-- How to complete this task --
Transcribe every record exactly.

Stored items:
------------------------------
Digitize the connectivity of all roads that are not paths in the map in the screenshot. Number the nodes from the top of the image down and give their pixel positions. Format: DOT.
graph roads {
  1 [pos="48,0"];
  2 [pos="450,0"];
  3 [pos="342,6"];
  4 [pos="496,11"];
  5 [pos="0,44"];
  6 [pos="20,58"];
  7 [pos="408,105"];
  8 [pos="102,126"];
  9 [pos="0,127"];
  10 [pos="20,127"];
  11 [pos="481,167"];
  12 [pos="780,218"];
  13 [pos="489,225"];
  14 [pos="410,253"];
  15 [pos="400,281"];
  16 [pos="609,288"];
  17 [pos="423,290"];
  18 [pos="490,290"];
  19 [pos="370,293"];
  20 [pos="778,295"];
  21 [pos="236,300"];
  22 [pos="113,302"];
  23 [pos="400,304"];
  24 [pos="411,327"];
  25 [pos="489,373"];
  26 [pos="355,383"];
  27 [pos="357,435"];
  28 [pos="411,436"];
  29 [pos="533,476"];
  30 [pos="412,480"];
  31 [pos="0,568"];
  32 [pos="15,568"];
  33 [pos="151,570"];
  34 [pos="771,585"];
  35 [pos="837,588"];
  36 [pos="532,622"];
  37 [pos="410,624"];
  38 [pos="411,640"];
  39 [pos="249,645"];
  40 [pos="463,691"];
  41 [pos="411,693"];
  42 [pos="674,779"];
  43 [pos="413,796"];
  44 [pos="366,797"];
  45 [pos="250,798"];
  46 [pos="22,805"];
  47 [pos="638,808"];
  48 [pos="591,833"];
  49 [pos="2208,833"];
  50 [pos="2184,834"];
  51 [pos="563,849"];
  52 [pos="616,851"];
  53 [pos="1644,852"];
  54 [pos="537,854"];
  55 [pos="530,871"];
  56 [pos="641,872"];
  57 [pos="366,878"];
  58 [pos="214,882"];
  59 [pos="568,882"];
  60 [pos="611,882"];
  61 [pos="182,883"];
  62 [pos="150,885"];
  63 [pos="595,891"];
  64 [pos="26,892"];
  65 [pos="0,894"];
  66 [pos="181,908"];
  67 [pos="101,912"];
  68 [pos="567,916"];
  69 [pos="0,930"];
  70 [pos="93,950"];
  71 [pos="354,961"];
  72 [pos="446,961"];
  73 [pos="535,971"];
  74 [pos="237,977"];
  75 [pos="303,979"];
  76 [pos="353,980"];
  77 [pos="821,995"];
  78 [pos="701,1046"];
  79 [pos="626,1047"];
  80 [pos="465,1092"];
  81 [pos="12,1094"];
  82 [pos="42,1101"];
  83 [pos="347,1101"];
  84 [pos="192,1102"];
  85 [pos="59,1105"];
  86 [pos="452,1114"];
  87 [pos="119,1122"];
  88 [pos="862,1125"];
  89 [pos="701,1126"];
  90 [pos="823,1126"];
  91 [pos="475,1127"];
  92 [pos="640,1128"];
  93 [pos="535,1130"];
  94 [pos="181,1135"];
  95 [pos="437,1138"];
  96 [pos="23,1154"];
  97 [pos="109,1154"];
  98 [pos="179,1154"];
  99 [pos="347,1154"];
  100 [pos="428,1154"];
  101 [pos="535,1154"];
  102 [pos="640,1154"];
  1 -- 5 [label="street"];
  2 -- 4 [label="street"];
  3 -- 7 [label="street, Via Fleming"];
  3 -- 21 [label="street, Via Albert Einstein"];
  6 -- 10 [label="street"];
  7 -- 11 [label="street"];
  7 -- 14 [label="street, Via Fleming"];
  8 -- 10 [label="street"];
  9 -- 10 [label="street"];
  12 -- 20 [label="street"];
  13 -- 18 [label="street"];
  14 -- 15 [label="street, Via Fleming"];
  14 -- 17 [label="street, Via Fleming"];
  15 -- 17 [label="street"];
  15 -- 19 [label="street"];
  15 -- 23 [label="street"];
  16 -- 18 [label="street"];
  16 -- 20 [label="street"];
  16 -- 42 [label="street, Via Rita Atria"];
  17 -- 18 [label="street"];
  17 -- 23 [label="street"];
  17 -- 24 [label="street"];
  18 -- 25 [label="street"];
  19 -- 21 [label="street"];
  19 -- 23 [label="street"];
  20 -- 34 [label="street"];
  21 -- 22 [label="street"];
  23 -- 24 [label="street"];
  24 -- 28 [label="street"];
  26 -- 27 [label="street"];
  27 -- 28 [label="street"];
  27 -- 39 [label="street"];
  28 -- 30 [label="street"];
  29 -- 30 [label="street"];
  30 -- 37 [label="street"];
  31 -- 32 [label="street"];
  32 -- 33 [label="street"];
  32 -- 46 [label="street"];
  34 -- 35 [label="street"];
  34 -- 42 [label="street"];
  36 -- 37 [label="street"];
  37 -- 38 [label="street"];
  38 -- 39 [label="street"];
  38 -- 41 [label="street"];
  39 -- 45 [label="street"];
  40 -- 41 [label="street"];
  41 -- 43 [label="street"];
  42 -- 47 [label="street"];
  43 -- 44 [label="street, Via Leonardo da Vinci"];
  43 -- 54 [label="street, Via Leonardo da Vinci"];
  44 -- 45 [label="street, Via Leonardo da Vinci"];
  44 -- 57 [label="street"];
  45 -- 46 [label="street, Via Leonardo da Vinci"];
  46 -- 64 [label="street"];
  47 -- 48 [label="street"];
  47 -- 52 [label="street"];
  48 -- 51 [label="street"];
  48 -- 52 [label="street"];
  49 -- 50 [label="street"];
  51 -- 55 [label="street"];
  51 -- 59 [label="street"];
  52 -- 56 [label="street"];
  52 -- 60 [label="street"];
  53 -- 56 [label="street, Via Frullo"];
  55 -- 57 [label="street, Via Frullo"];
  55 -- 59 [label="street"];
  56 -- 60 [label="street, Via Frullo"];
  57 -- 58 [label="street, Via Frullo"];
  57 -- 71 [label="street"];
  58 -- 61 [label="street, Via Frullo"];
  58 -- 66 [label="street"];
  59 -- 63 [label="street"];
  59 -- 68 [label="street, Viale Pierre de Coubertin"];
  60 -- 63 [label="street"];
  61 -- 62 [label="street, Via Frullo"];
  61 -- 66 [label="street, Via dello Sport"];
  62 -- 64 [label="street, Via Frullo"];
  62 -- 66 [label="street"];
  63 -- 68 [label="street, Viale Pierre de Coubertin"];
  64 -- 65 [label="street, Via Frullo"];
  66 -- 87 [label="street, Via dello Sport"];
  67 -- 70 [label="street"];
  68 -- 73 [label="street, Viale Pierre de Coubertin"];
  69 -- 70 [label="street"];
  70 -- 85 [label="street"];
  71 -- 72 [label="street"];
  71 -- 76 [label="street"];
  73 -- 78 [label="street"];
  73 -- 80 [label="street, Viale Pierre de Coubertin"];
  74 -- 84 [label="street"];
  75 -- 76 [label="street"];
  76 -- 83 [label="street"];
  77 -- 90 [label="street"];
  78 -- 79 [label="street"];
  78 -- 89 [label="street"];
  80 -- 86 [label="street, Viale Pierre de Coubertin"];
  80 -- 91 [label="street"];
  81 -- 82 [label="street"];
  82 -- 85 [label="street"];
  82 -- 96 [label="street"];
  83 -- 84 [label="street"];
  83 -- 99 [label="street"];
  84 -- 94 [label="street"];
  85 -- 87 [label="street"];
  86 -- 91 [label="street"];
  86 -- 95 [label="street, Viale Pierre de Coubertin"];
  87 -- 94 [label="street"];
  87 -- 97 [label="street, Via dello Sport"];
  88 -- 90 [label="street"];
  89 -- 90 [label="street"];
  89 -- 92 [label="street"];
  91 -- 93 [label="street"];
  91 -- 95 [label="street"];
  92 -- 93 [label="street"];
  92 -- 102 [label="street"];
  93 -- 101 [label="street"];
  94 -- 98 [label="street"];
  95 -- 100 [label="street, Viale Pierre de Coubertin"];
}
------------------------------
-- Task solution --
Digitize the connectivity of all roads that are not paths in the map in the screenshot. Number the nodes from the top of the image down and give their pixel positions. Format: DOT.
graph roads {
  1 [pos="48,0"];
  2 [pos="450,0"];
  3 [pos="342,6"];
  4 [pos="496,11"];
  5 [pos="0,44"];
  6 [pos="20,58"];
  7 [pos="408,105"];
  8 [pos="102,126"];
  9 [pos="0,127"];
  10 [pos="20,127"];
  11 [pos="481,167"];
  12 [pos="780,218"];
  13 [pos="489,225"];
  14 [pos="410,253"];
  15 [pos="400,281"];
  16 [pos="609,288"];
  17 [pos="423,290"];
  18 [pos="490,290"];
  19 [pos="370,293"];
  20 [pos="778,295"];
  21 [pos="236,300"];
  22 [pos="113,302"];
  23 [pos="400,304"];
  24 [pos="411,327"];
  25 [pos="489,373"];
  26 [pos="355,383"];
  27 [pos="357,435"];
  28 [pos="411,436"];
  29 [pos="533,476"];
  30 [pos="412,480"];
  31 [pos="0,568"];
  32 [pos="15,568"];
  33 [pos="151,570"];
  34 [pos="771,585"];
  35 [pos="837,588"];
  36 [pos="532,622"];
  37 [pos="410,624"];
  38 [pos="411,640"];
  39 [pos="249,645"];
  40 [pos="463,691"];
  41 [pos="411,693"];
  42 [pos="674,779"];
  43 [pos="413,796"];
  44 [pos="366,797"];
  45 [pos="250,798"];
  46 [pos="22,805"];
  47 [pos="638,808"];
  48 [pos="591,833"];
  49 [pos="2208,833"];
  50 [pos="2184,834"];
  51 [pos="563,849"];
  52 [pos="616,851"];
  53 [pos="1644,852"];
  54 [pos="537,854"];
  55 [pos="530,871"];
  56 [pos="641,872"];
  57 [pos="366,878"];
  58 [pos="214,882"];
  59 [pos="568,882"];
  60 [pos="611,882"];
  61 [pos="182,883"];
  62 [pos="150,885"];
  63 [pos="595,891"];
  64 [pos="26,892"];
  65 [pos="0,894"];
  66 [pos="181,908"];
  67 [pos="101,912"];
  68 [pos="567,916"];
  69 [pos="0,930"];
  70 [pos="93,950"];
  71 [pos="354,961"];
  72 [pos="446,961"];
  73 [pos="535,971"];
  74 [pos="237,977"];
  75 [pos="303,979"];
  76 [pos="353,980"];
  77 [pos="821,995"];
  78 [pos="701,1046"];
  79 [pos="626,1047"];
  80 [pos="465,1092"];
  81 [pos="12,1094"];
  82 [pos="42,1101"];
  83 [pos="347,1101"];
  84 [pos="192,1102"];
  85 [pos="59,1105"];
  86 [pos="452,1114"];
  87 [pos="119,1122"];
  88 [pos="862,1125"];
  89 [pos="701,1126"];
  90 [pos="823,1126"];
  91 [pos="475,1127"];
  92 [pos="640,1128"];
  93 [pos="535,1130"];
  94 [pos="181,1135"];
  95 [pos="437,1138"];
  96 [pos="23,1154"];
  97 [pos="109,1154"];
  98 [pos="179,1154"];
  99 [pos="347,1154"];
  100 [pos="428,1154"];
  101 [pos="535,1154"];
  102 [pos="640,1154"];
  1 -- 5 [label="street"];
  2 -- 4 [label="street"];
  3 -- 7 [label="street, Via Fleming"];
  3 -- 21 [label="street, Via Albert Einstein"];
  6 -- 10 [label="street"];
  7 -- 11 [label="street"];
  7 -- 14 [label="street, Via Fleming"];
  8 -- 10 [label="street"];
  9 -- 10 [label="street"];
  12 -- 20 [label="street"];
  13 -- 18 [label="street"];
  14 -- 15 [label="street, Via Fleming"];
  14 -- 17 [label="street, Via Fleming"];
  15 -- 17 [label="street"];
  15 -- 19 [label="street"];
  15 -- 23 [label="street"];
  16 -- 18 [label="street"];
  16 -- 20 [label="street"];
  16 -- 42 [label="street, Via Rita Atria"];
  17 -- 18 [label="street"];
  17 -- 23 [label="street"];
  17 -- 24 [label="street"];
  18 -- 25 [label="street"];
  19 -- 21 [label="street"];
  19 -- 23 [label="street"];
  20 -- 34 [label="street"];
  21 -- 22 [label="street"];
  23 -- 24 [label="street"];
  24 -- 28 [label="street"];
  26 -- 27 [label="street"];
  27 -- 28 [label="street"];
  27 -- 39 [label="street"];
  28 -- 30 [label="street"];
  29 -- 30 [label="street"];
  30 -- 37 [label="street"];
  31 -- 32 [label="street"];
  32 -- 33 [label="street"];
  32 -- 46 [label="street"];
  34 -- 35 [label="street"];
  34 -- 42 [label="street"];
  36 -- 37 [label="street"];
  37 -- 38 [label="street"];
  38 -- 39 [label="street"];
  38 -- 41 [label="street"];
  39 -- 45 [label="street"];
  40 -- 41 [label="street"];
  41 -- 43 [label="street"];
  42 -- 47 [label="street"];
  43 -- 44 [label="street, Via Leonardo da Vinci"];
  43 -- 54 [label="street, Via Leonardo da Vinci"];
  44 -- 45 [label="street, Via Leonardo da Vinci"];
  44 -- 57 [label="street"];
  45 -- 46 [label="street, Via Leonardo da Vinci"];
  46 -- 64 [label="street"];
  47 -- 48 [label="street"];
  47 -- 52 [label="street"];
  48 -- 51 [label="street"];
  48 -- 52 [label="street"];
  49 -- 50 [label="street"];
  51 -- 55 [label="street"];
  51 -- 59 [label="street"];
  52 -- 56 [label="street"];
  52 -- 60 [label="street"];
  53 -- 56 [label="street, Via Frullo"];
  55 -- 57 [label="street, Via Frullo"];
  55 -- 59 [label="street"];
  56 -- 60 [label="street, Via Frullo"];
  57 -- 58 [label="street, Via Frullo"];
  57 -- 71 [label="street"];
  58 -- 61 [label="street, Via Frullo"];
  58 -- 66 [label="street"];
  59 -- 63 [label="street"];
  59 -- 68 [label="street, Viale Pierre de Coubertin"];
  60 -- 63 [label="street"];
  61 -- 62 [label="street, Via Frullo"];
  61 -- 66 [label="street, Via dello Sport"];
  62 -- 64 [label="street, Via Frullo"];
  62 -- 66 [label="street"];
  63 -- 68 [label="street, Viale Pierre de Coubertin"];
  64 -- 65 [label="street, Via Frullo"];
  66 -- 87 [label="street, Via dello Sport"];
  67 -- 70 [label="street"];
  68 -- 73 [label="street, Viale Pierre de Coubertin"];
  69 -- 70 [label="street"];
  70 -- 85 [label="street"];
  71 -- 72 [label="street"];
  71 -- 76 [label="street"];
  73 -- 78 [label="street"];
  73 -- 80 [label="street, Viale Pierre de Coubertin"];
  74 -- 84 [label="street"];
  75 -- 76 [label="street"];
  76 -- 83 [label="street"];
  77 -- 90 [label="street"];
  78 -- 79 [label="street"];
  78 -- 89 [label="street"];
  80 -- 86 [label="street, Viale Pierre de Coubertin"];
  80 -- 91 [label="street"];
  81 -- 82 [label="street"];
  82 -- 85 [label="street"];
  82 -- 96 [label="street"];
  83 -- 84 [label="street"];
  83 -- 99 [label="street"];
  84 -- 94 [label="street"];
  85 -- 87 [label="street"];
  86 -- 91 [label="street"];
  86 -- 95 [label="street, Viale Pierre de Coubertin"];
  87 -- 94 [label="street"];
  87 -- 97 [label="street, Via dello Sport"];
  88 -- 90 [label="street"];
  89 -- 90 [label="street"];
  89 -- 92 [label="street"];
  91 -- 93 [label="street"];
  91 -- 95 [label="street"];
  92 -- 93 [label="street"];
  92 -- 102 [label="street"];
  93 -- 101 [label="street"];
  94 -- 98 [label="street"];
  95 -- 100 [label="street, Viale Pierre de Coubertin"];
}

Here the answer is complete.